> Task prompt: Print out all the records, word for word.

> Given entries:
== Segment start ==

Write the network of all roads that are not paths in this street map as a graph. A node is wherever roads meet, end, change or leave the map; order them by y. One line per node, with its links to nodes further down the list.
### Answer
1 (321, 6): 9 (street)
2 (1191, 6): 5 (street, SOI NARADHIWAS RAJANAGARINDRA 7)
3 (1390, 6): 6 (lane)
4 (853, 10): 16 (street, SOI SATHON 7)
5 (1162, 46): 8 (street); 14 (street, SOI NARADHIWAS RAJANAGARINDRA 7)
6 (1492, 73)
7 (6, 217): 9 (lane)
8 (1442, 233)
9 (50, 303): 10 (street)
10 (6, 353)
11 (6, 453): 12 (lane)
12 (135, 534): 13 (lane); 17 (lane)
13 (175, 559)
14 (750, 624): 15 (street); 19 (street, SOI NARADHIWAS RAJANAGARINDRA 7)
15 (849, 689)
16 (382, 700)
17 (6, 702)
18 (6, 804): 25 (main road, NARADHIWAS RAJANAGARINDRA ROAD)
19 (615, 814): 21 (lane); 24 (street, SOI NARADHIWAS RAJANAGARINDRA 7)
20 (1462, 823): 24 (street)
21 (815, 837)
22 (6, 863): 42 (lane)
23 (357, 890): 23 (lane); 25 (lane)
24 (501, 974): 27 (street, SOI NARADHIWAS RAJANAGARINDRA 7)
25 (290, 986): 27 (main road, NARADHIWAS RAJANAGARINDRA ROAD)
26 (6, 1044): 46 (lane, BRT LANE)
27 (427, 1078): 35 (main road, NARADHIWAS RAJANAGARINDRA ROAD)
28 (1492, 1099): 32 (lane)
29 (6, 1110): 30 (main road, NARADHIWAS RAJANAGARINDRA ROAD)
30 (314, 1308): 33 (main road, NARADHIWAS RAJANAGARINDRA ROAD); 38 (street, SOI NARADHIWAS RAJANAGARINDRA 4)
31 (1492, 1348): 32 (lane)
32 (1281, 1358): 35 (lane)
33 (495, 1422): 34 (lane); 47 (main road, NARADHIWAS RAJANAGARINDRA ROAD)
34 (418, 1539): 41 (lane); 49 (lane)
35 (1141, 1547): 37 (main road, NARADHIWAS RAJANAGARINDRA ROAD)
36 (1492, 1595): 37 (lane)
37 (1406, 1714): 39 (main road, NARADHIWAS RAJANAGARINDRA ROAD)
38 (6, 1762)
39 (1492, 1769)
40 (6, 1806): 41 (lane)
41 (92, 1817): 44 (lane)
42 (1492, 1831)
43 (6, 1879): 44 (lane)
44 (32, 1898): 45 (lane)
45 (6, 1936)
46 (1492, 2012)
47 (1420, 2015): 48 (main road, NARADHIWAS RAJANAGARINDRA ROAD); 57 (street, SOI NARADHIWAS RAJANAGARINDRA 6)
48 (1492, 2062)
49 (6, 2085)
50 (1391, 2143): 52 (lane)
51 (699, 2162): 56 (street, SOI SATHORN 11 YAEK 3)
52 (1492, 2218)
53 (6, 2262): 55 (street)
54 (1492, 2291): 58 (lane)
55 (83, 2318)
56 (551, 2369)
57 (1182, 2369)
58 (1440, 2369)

== Segment end ==

> Solution to this problem:
Write the network of all roads that are not paths in this street map as a graph. A node is wherever roads meet, end, change or leave the map; order them by y. One line per node, with its links to nodes further down the list.
### Answer
1 (321, 6): 9 (street)
2 (1191, 6): 5 (street, SOI NARADHIWAS RAJANAGARINDRA 7)
3 (1390, 6): 6 (lane)
4 (853, 10): 16 (street, SOI SATHON 7)
5 (1162, 46): 8 (street); 14 (street, SOI NARADHIWAS RAJANAGARINDRA 7)
6 (1492, 73)
7 (6, 217): 9 (lane)
8 (1442, 233)
9 (50, 303): 10 (street)
10 (6, 353)
11 (6, 453): 12 (lane)
12 (135, 534): 13 (lane); 17 (lane)
13 (175, 559)
14 (750, 624): 15 (street); 19 (street, SOI NARADHIWAS RAJANAGARINDRA 7)
15 (849, 689)
16 (382, 700)
17 (6, 702)
18 (6, 804): 25 (main road, NARADHIWAS RAJANAGARINDRA ROAD)
19 (615, 814): 21 (lane); 24 (street, SOI NARADHIWAS RAJANAGARINDRA 7)
20 (1462, 823): 24 (street)
21 (815, 837)
22 (6, 863): 42 (lane)
23 (357, 890): 23 (lane); 25 (lane)
24 (501, 974): 27 (street, SOI NARADHIWAS RAJANAGARINDRA 7)
25 (290, 986): 27 (main road, NARADHIWAS RAJANAGARINDRA ROAD)
26 (6, 1044): 46 (lane, BRT LANE)
27 (427, 1078): 35 (main road, NARADHIWAS RAJANAGARINDRA ROAD)
28 (1492, 1099): 32 (lane)
29 (6, 1110): 30 (main road, NARADHIWAS RAJANAGARINDRA ROAD)
30 (314, 1308): 33 (main road, NARADHIWAS RAJANAGARINDRA ROAD); 38 (street, SOI NARADHIWAS RAJANAGARINDRA 4)
31 (1492, 1348): 32 (lane)
32 (1281, 1358): 35 (lane)
33 (495, 1422): 34 (lane); 47 (main road, NARADHIWAS RAJANAGARINDRA ROAD)
34 (418, 1539): 41 (lane); 49 (lane)
35 (1141, 1547): 37 (main road, NARADHIWAS RAJANAGARINDRA ROAD)
36 (1492, 1595): 37 (lane)
37 (1406, 1714): 39 (main road, NARADHIWAS RAJANAGARINDRA ROAD)
38 (6, 1762)
39 (1492, 1769)
40 (6, 1806): 41 (lane)
41 (92, 1817): 44 (lane)
42 (1492, 1831)
43 (6, 1879): 44 (lane)
44 (32, 1898): 45 (lane)
45 (6, 1936)
46 (1492, 2012)
47 (1420, 2015): 48 (main road, NARADHIWAS RAJANAGARINDRA ROAD); 57 (street, SOI NARADHIWAS RAJANAGARINDRA 6)
48 (1492, 2062)
49 (6, 2085)
50 (1391, 2143): 52 (lane)
51 (699, 2162): 56 (street, SOI SATHORN 11 YAEK 3)
52 (1492, 2218)
53 (6, 2262): 55 (street)
54 (1492, 2291): 58 (lane)
55 (83, 2318)
56 (551, 2369)
57 (1182, 2369)
58 (1440, 2369)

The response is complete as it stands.